In case there’s any question as to how I really feel, I will leave you with the last line of my notes that I jotted down while watching Hoax:
The lesson learned here is simple: If You’re going to make a Bigfoot movie, just make a good fucking Bigfoot movie. If you’re going to make a crazy Texas Chainsaw Massacre-style movie, make the best damn TCM-style movie you can. Don’t try to do more than you’re capable of, and for fuck’s sake, try to make sense.
The VelociPastor (Wild Eye Releasing, 75 minutes, Unrated, Video-on-Demand): If you see just one movie this year about a determined priest infected with the blood of a rageful dinosaur…oh hell, who am I kidding?
Here’s the deal, this is all you need to know about The VelociPastor to determine if you’re in or you’re out: The freaking movie is about a priest who turns into a dinosaur that walks on two feet and kills bad guys.
Seriously, he eats someone in a freaking confessional!
The VelociPastor is further proof that fans should never judge a movie by its premise.
Writer-director Brendan Steere knows exactly what he’s doing with his second feature. He plays with expectations, toys with budgetary constraints – there’s a great gag early on where an explosion should have been, and instead you see an empty street with the subtitle, VFX Car on Fire – and surprises throughout with a script that’s funny but not overly wink-wink campy.
When Father Doug Jones (Greg Cohan) loses his parents, he seeks solace from a mentor priest. “So, your parents died on you, Doug,” the priest says. “That’s what parents do. You’re in a better place.”

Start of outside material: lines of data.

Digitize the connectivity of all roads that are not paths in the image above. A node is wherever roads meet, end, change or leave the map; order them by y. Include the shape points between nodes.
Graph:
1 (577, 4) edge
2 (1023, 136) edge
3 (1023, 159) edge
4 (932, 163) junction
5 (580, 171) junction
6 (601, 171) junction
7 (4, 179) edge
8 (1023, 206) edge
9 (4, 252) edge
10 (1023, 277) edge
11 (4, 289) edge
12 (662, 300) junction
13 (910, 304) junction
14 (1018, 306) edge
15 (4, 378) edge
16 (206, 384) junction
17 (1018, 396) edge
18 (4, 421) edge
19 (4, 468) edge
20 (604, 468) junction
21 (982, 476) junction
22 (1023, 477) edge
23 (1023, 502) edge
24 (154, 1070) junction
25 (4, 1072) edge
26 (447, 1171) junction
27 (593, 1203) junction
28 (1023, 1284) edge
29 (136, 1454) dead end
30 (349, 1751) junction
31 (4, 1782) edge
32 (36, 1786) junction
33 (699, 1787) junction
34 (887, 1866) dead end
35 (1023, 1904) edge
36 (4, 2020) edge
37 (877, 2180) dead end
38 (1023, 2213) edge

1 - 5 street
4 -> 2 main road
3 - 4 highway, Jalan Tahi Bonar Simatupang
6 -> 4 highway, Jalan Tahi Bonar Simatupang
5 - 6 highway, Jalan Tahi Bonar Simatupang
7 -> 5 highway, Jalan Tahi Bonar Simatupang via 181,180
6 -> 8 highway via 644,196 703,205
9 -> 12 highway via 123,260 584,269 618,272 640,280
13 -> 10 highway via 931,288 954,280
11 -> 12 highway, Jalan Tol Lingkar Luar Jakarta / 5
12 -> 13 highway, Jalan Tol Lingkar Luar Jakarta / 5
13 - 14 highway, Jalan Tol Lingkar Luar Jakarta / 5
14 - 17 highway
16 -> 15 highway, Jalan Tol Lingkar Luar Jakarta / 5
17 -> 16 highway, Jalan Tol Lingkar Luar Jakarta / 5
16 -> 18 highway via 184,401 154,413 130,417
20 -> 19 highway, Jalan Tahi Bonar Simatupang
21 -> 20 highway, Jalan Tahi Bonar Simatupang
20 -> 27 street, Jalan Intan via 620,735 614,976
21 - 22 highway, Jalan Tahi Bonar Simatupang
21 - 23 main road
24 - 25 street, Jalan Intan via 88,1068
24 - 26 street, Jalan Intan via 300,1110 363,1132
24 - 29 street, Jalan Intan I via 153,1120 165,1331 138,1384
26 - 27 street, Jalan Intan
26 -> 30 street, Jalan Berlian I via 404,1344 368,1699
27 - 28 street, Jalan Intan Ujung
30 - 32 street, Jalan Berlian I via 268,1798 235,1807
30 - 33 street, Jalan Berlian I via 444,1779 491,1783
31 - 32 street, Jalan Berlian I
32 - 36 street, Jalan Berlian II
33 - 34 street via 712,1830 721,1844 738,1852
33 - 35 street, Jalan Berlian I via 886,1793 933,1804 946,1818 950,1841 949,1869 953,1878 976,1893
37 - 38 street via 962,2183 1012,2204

The priest tells Doug to “go where you think God will not follow,” so Father Jones travels to China and meets a woman who calls him the ‘Dragon Warrior.’ She gives him a giant tooth, which he promptly cuts himself with, and he winds up back in the U.S. at his church.
Before long, the VelociPastor is cleaning up the dirty streets, which are overrun by gangs and crime.
Steere also gets high marks for the special effects in The VelociPastor, which range from awesome to so-bad-they’re-awesome. There are full-body explosions, decapitations and some nice ninja kills. That’s right, I said ninjas!
And, whenever Father Jones transforms, he really does look like he’s wearing one of those omnipresent inflatable dinosaur Halloween costumes, only his is a lot sturdier, but it works perfectly for this film.
The VelociPastor is not a movie for everyone, but for those of you who aren’t lame and who love a gory great man-becomes-dinosaur horror-comedy, this just might be one of the best movies you discover this year.